- [Problem description]:
Please return all the records exactly, with nothing left out.

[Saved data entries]
╔══

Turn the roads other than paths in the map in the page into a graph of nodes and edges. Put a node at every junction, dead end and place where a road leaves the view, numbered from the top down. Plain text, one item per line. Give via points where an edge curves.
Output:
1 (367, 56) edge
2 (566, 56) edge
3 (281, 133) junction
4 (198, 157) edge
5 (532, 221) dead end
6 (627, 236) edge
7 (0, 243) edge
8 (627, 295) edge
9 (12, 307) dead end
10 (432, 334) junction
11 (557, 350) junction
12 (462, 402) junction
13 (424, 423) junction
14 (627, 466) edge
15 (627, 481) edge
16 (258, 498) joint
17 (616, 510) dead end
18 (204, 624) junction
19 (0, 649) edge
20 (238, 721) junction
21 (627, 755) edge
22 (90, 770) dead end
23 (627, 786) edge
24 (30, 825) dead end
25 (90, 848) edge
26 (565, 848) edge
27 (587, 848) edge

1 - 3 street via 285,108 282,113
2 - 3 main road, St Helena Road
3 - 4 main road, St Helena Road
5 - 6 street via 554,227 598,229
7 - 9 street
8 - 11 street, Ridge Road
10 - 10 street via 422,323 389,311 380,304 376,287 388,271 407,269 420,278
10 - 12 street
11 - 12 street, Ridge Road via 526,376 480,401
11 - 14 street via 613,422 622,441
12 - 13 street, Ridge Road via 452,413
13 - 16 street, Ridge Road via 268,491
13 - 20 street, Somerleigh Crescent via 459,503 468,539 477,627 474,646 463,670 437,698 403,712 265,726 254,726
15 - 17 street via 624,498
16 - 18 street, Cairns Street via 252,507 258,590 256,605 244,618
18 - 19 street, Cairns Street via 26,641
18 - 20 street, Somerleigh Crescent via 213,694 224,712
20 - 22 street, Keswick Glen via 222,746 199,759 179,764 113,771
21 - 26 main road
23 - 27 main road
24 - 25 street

╚══

- [Completed exercise]:
Turn the roads other than paths in the map in the page into a graph of nodes and edges. Put a node at every junction, dead end and place where a road leaves the view, numbered from the top down. Plain text, one item per line. Give via points where an edge curves.
Output:
1 (367, 56) edge
2 (566, 56) edge
3 (281, 133) junction
4 (198, 157) edge
5 (532, 221) dead end
6 (627, 236) edge
7 (0, 243) edge
8 (627, 295) edge
9 (12, 307) dead end
10 (432, 334) junction
11 (557, 350) junction
12 (462, 402) junction
13 (424, 423) junction
14 (627, 466) edge
15 (627, 481) edge
16 (258, 498) joint
17 (616, 510) dead end
18 (204, 624) junction
19 (0, 649) edge
20 (238, 721) junction
21 (627, 755) edge
22 (90, 770) dead end
23 (627, 786) edge
24 (30, 825) dead end
25 (90, 848) edge
26 (565, 848) edge
27 (587, 848) edge

1 - 3 street via 285,108 282,113
2 - 3 main road, St Helena Road
3 - 4 main road, St Helena Road
5 - 6 street via 554,227 598,229
7 - 9 street
8 - 11 street, Ridge Road
10 - 10 street via 422,323 389,311 380,304 376,287 388,271 407,269 420,278
10 - 12 street
11 - 12 street, Ridge Road via 526,376 480,401
11 - 14 street via 613,422 622,441
12 - 13 street, Ridge Road via 452,413
13 - 16 street, Ridge Road via 268,491
13 - 20 street, Somerleigh Crescent via 459,503 468,539 477,627 474,646 463,670 437,698 403,712 265,726 254,726
15 - 17 street via 624,498
16 - 18 street, Cairns Street via 252,507 258,590 256,605 244,618
18 - 19 street, Cairns Street via 26,641
18 - 20 street, Somerleigh Crescent via 213,694 224,712
20 - 22 street, Keswick Glen via 222,746 199,759 179,764 113,771
21 - 26 main road
23 - 27 main road
24 - 25 street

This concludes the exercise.